→ Records
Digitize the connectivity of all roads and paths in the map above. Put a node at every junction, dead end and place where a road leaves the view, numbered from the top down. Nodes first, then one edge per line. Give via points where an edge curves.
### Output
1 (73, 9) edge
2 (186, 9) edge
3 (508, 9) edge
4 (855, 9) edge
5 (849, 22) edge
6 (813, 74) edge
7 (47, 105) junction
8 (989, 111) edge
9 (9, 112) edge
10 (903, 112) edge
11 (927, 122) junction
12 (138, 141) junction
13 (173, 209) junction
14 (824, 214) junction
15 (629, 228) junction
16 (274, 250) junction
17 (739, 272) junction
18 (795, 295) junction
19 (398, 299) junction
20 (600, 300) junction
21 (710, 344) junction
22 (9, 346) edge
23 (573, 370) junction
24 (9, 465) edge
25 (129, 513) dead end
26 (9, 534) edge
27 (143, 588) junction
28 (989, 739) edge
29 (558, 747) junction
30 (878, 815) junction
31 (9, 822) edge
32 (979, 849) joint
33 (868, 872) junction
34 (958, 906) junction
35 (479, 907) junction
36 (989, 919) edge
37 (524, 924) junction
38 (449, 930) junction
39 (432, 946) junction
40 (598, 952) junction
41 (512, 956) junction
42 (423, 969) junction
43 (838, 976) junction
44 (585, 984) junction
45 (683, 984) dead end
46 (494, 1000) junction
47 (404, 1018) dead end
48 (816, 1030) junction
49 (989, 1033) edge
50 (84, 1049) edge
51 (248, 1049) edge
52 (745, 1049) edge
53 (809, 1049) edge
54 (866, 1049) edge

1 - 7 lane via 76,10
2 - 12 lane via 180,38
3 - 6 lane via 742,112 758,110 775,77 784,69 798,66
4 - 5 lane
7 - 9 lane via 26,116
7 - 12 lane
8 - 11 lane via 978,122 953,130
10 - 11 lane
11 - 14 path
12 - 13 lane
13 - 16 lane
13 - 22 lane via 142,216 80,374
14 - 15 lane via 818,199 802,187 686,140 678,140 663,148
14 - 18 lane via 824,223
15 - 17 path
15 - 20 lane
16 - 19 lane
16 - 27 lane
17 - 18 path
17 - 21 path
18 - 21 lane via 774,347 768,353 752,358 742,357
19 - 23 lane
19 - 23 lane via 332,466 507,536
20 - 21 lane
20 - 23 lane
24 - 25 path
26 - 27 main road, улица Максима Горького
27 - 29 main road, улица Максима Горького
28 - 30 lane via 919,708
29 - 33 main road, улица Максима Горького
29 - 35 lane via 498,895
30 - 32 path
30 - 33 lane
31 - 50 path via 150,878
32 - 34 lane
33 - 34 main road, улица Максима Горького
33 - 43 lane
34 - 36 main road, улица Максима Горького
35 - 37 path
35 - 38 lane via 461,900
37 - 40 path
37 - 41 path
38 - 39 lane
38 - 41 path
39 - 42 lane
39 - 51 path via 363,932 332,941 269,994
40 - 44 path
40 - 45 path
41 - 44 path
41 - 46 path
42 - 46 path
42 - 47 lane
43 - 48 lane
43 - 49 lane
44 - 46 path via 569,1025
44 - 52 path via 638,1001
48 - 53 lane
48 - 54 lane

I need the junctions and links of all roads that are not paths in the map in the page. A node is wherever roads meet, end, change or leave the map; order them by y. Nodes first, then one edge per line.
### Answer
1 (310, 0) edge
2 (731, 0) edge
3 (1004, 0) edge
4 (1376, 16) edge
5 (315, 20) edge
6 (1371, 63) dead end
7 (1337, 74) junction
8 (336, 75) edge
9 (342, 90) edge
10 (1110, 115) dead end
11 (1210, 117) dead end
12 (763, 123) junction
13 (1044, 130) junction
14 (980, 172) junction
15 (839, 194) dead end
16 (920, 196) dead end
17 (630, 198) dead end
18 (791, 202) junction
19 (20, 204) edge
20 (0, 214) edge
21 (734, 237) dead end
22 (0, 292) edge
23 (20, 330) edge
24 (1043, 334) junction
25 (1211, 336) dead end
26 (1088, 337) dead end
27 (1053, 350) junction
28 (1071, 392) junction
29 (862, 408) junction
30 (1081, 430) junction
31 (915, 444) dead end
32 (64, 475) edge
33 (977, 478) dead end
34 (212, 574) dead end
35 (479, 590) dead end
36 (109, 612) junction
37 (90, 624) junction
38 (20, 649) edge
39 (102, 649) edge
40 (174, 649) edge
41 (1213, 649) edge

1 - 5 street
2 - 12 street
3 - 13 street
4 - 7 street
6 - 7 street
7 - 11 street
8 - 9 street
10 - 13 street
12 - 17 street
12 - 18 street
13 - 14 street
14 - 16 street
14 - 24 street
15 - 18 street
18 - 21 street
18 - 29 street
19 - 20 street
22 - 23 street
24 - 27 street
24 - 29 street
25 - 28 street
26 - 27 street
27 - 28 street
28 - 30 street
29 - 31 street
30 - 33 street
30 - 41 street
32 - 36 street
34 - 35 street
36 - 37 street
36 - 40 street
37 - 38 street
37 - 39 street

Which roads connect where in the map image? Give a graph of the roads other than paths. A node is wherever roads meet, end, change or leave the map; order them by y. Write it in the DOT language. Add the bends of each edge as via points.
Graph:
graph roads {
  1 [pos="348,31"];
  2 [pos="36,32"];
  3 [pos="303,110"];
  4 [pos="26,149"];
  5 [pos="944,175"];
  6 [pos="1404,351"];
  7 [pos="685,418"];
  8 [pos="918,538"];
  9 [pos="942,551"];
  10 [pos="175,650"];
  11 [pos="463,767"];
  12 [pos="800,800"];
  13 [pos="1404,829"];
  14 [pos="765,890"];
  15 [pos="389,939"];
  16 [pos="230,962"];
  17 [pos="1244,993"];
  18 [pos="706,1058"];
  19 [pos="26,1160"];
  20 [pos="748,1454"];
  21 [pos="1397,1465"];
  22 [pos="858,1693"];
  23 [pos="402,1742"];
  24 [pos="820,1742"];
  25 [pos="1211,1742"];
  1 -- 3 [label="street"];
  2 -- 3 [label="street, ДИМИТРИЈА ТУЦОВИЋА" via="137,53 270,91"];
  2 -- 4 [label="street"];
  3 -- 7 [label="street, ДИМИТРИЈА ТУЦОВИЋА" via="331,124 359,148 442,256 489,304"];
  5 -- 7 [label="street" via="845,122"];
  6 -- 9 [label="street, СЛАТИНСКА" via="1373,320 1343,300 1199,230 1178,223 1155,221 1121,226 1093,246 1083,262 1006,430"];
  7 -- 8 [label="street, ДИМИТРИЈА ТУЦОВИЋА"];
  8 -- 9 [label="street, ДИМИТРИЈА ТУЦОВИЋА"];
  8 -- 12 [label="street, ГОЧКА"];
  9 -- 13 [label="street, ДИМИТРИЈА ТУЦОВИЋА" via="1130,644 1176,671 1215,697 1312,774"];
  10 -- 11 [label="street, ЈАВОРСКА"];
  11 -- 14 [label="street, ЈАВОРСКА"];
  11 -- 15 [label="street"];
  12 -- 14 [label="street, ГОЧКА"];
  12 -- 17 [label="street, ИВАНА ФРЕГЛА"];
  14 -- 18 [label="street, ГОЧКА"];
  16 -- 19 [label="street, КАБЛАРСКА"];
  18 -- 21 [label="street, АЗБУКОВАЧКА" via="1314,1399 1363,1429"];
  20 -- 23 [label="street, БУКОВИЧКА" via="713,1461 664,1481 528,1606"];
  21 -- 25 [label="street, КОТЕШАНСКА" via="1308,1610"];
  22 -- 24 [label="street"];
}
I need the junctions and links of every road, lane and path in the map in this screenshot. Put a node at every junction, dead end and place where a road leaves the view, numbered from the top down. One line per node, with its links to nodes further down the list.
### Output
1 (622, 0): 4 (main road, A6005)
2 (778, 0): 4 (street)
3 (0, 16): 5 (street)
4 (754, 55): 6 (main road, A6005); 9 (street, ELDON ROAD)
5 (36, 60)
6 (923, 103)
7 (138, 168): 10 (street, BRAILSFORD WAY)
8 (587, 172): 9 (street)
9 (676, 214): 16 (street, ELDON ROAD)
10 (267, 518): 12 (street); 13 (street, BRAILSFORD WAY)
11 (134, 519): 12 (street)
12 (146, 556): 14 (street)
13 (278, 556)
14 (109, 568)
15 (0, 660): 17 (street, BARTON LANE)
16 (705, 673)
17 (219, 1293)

→ Directions for this task
In the records above, find each line that mentions the string "улица", then copy it.

→ Written reply
26 - 27 main road, улица Максима Горького
27 - 29 main road, улица Максима Горького
29 - 33 main road, улица Максима Горького
33 - 34 main road, улица Максима Горького
34 - 36 main road, улица Максима Горького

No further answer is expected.